Ela sempre soube que era ela. Isso não podia ser—Donald e ela ainda não estavam divorciados. Se a foto fosse exposta, ela seria marcada como destruidora de lares por todos.
Isso arruinaria sua carreira, e Donald não daria mais dinheiro para ela gastar. Atuar era a forma mais rápida de ganhar dinheiro.
Se ele não prover, ela não poderia engolir seu orgulho e pedir. Afinal, a situação atual deles era constrangedora.
Layla desceu as escadas, mas não viu Donald. Em vez disso, Carl estava esperando à beira da estrada.
Ela se aproximou e perguntou, "Carl, onde está seu chefe?"
Carl sorriu e explicou, "Sr. Skree teve algo para assistir e saiu mais cedo. Eu vou te levar para casa, Sra. Johnston."
Layla mordeu o lábio, seus olhos ainda vermelhos de chorar.
"Ele nem mesmo esperou por mim", ela murmurou, lançando um olhar ressentido para a rua movimentada.
Ela sabia que Donald estava se distanciando cada vez mais dela, e isso a fazia se sentir abandonada. Era insuportável.
Não, isso não poderia acontecer.
Mas Lilith não entendia por que Donald não a divorciava. Afinal, ela não tinha mais nada para ameaçá-lo. Tudo o que ela podia fazer era esperar mais dois anos para pedir o divórcio.
Tristan olhou para ela rapidamente e sorriu. "Não se preocupe, Lilith. Eu vou despistá-lo e ter certeza de que ele não vai aborrecê-la."
Lilith sorriu fracamente. "Obrigada, Tristan."
"Eu já disse, não seja tão educada. Se continuar falando assim, eu vou ficar bravo."
Lilith olhou atentamente para o perfil delicado dele, um calor florescendo em seu peito.
A habilidade de Tristan ao volante era impressionante. Vinte minutos depois, eles finalmente conseguiram despistar Donald.
Vendo que ele não conseguia mais segui-los, Donald parou o carro ao lado da estrada, com uma expressão sombria e pensativa.
'Lilith, como ousa fugir?' Com uma carranca, ele voltou para casa dirigindo.
…
Na mansão de Donald, Layla inseriu o código no portão, tentando duas vezes, mas em ambas as tentativas o código não funcionou.

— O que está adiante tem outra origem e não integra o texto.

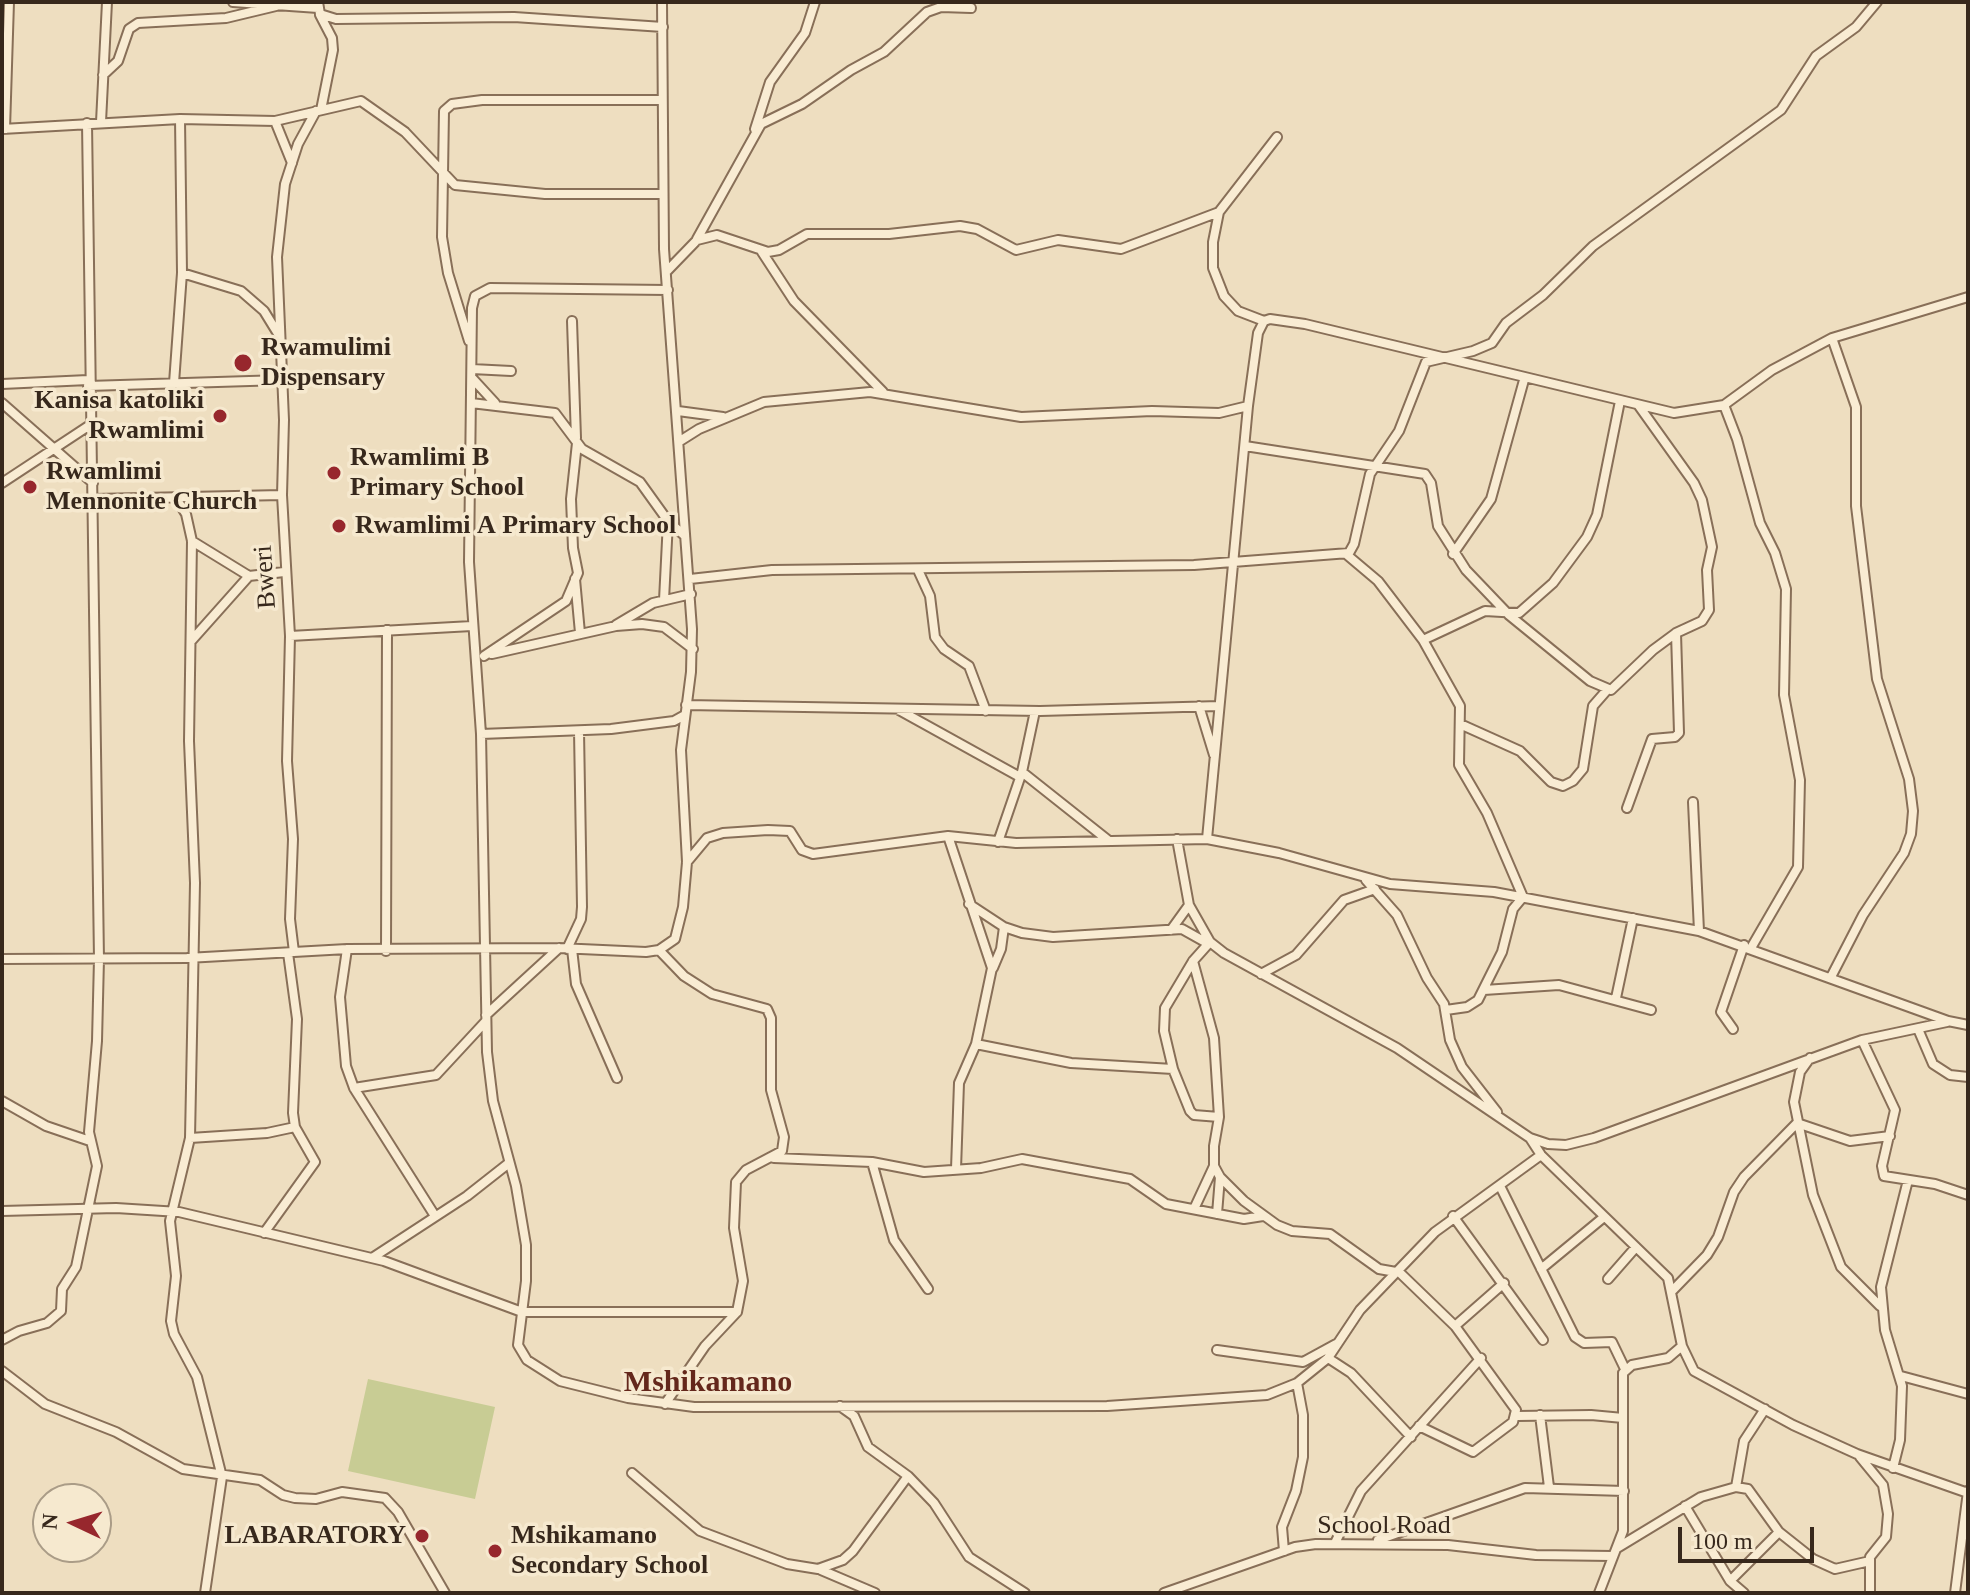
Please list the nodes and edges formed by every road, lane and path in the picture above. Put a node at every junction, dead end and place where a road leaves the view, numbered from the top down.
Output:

A realidade caiu sobre ela, e ela olhou para Carl, com a voz tensa. "Donald mudou a senha da mansão?"
Carl balançou a cabeça. "Sra. Johnston, eu não tenho certeza."
Um sorriso frio surgiu nos lábios de Layla enquanto ela o avaliava. "Carl, eu sei que você não gosta de mim. Você sempre fala com tal sarcasmo, mas deixe-me lembrá-lo - você é apenas um cachorro ao lado de Donald, enquanto eu sou sua futura esposa. Se você quiser manter seu emprego, abrirá esta porta para mim."
Donald mudou a senha, pegando-a de surpresa.
Antes, ela podia ir e vir como quisesse. Lilith não podia fazer nada a respeito porque Donald a mimava incondicionalmente.
Mas agora, parecia que tudo tinha mudado.
Um sentimento de pânico surgiu em seu coração.
Os olhos de Carl estavam frios quando ele respondeu de forma zombeteira, "A Sra. Johnston pensa alto demais sobre si mesma. Você precisa que eu abra a porta para você? Vá em frente, tente você mesma. Eu realmente não sei a senha."